Earlier this month, Florida Congresswoman Maria Salazar (R) introduced the Dignity Act of 2025, a bill that would allow millions of immigrants who are in the U.S. illegally to stay.
She says it does not provide a path to citizenship, but Republicans are split on the bill. The Federation for American Immigration Reform opposes it because they have always opposed amnesty legislation, but the Evangelical Immigration Table is endorsing it.
Dr. Richard Land, a former president of the Southern Baptist Convention's Ethics & Religious Liberty Commission, does not go that far, but he proposed some of the same policies a decade ago.

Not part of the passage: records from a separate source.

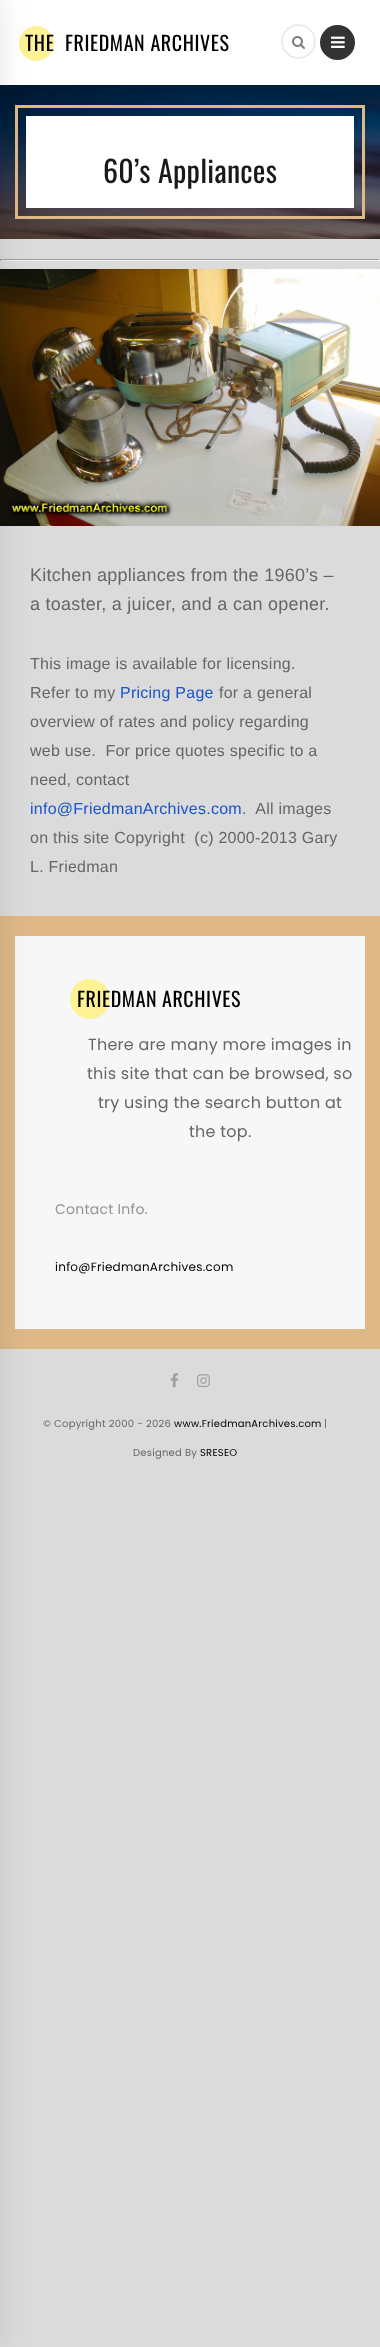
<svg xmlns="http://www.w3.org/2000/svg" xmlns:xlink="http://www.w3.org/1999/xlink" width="380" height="2347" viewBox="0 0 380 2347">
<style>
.cls-1{font:20px Oswald;letter-spacing:0.6px;fill:#000000}
.cls-2{font:30px Oswald;letter-spacing:0.25px;fill:#191919}
.cls-3{font:18px Liberation Sans;letter-spacing:0.25px;fill:#666666}
.cls-4{font:16px Liberation Sans;letter-spacing:0.25px;fill:#666666}
.cls-5{font:16px Liberation Sans;letter-spacing:0.25px;fill:#1a54c9}
.cls-6{font:16px Poppins;letter-spacing:0.25px;fill:#666666}
.cls-7{font:14px Poppins;letter-spacing:0.25px;fill:#939393}
.cls-8{font:12px Poppins;letter-spacing:0.25px;fill:#000000}
.cls-9{font:10px Poppins;letter-spacing:0.25px;fill:#666666}
.cls-10{font:10px Poppins;letter-spacing:0.25px;fill:#000000}
</style>
<rect width="100%" height="100%" fill="#dbdbdb"/>
<image xlink:href="image2.png" x="0" y="85" width="380" height="154"/>
<rect fill="none" stroke="#deb887" stroke-width="3" x="16.5" y="106.5" width="347" height="111"/>
<rect fill="#ffffff" x="26" y="116" width="328" height="92"/>
<rect fill="#000000" fill-opacity="0.1" filter="blur(15px)" x="0" y="0" width="380" height="85"/>
<rect fill="#ffffff" x="0" y="0" width="380" height="85"/>
<circle fill="#fff296" cx="36.5" cy="43.5" r="17.5"/>
<rect fill="#9f9f9f" x="0" y="259" width="380" height="1"/>
<rect fill="#eeeeee" x="379" y="259" width="1" height="2"/>
<rect fill="#eeeeee" x="0" y="260" width="380" height="1"/>
<rect fill="#9f9f9f" x="0" y="259" width="1" height="2"/>
<image xlink:href="image3.png" x="0" y="269" width="380" height="257"/>
<rect fill="#deb887" x="0" y="916" width="380" height="433"/>
<rect fill="#f7f7f7" x="15" y="936" width="350" height="393"/>
<rect fill="#000000" fill-opacity="0.1" filter="blur(15px)" x="-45" y="0" width="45" height="2347"/>
<circle fill="none" stroke="#e8ecec" stroke-width="2" cx="298.5" cy="41.5" r="16.5"/>
<image xlink:href="image0.png" x="292" y="36" width="13" height="13"/>
<circle fill="#333333" cx="337.5" cy="42.5" r="17.5"/>
<image xlink:href="image1.png" x="331" y="36" width="14" height="12"/>
<circle fill="#fff296" cx="90" cy="999" r="20"/>
<image xlink:href="image4.png" x="170" y="1373" width="8" height="15"/>
<image xlink:href="image5.png" x="197" y="1374" width="13" height="14"/>
<text class="cls-1" x="25" y="51">THE</text>
<text class="cls-1" x="65" y="51">FRIEDMAN ARCHIVES</text>
<text class="cls-2" x="103" y="183">60’s Appliances</text>
<text class="cls-3"><tspan x="30" y="581">Kitchen appliances from the 1960’s –</tspan><tspan x="30" y="610">a toaster, a juicer, and a can opener.</tspan></text>
<text class="cls-4"><tspan x="30" y="669">This image is available for licensing.</tspan><tspan x="30" y="698">Refer to my</tspan></text>
<text class="cls-5" x="120" y="698">Pricing Page</text>
<text class="cls-4" x="219" y="698">for a general</text>
<text class="cls-4" xml:space="preserve"><tspan x="30" y="727">overview of rates and policy regarding</tspan><tspan x="30" y="756">web use.  For price quotes specific to a</tspan><tspan x="30" y="785">need, contact</tspan></text>
<text class="cls-5" x="30" y="814">info@FriedmanArchives.com</text>
<text class="cls-4" xml:space="preserve" x="242" y="814">.  All images</text>
<text class="cls-4" xml:space="preserve"><tspan x="30" y="843">on this site Copyright  (c) 2000-2013 Gary</tspan><tspan x="30" y="872">L. Friedman</tspan></text>
<text class="cls-1" x="77" y="1007">FRIEDMAN</text>
<text class="cls-1" x="162" y="1007">ARCHIVES</text>
<text class="cls-6" x="88" y="1050">There are many more images in</text>
<text class="cls-6" x="87" y="1079">this site that can be browsed, so</text>
<text class="cls-6" x="98" y="1108">try using the search button at</text>
<text class="cls-6" x="189" y="1137">the top.</text>
<text class="cls-7" x="55" y="1214">Contact Info.</text>
<text class="cls-8" x="55" y="1271">info@FriedmanArchives.com</text>
<text class="cls-9" x="43" y="1427">© Copyright 2000 - 2026</text>
<text class="cls-10" x="174" y="1427">www.FriedmanArchives.com</text>
<text class="cls-9" x="324" y="1427">|</text>
<text class="cls-9" x="133" y="1456">Designed By</text>
<text class="cls-10" x="200" y="1456">SRESEO</text>
</svg>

"Barrett Duke, a colleague of mine, and I wrote a long article in which we proposed forms for immigration that included some of the things that are in this bill – having to come forward and register and pay a fine and undergo a background check and go on probation for up to 13 years to see if they minded their P's and Q's," he notes.
He adds that Salazar's Dignity Act would be a non-starter for him apart from President Trump's border policies.
"President Trump has secured the border," says Land. "Until we have demonstrated that we're going to secure the border, nobody's going to agree to any kind of pathway to residence for those who came here illegally."
He believes the measure's proposals are a sensible compromise on the immigration issue.
"The reality is we're not going to deport 20 million people," he asserts. "Physically, we can only deport about a million a year."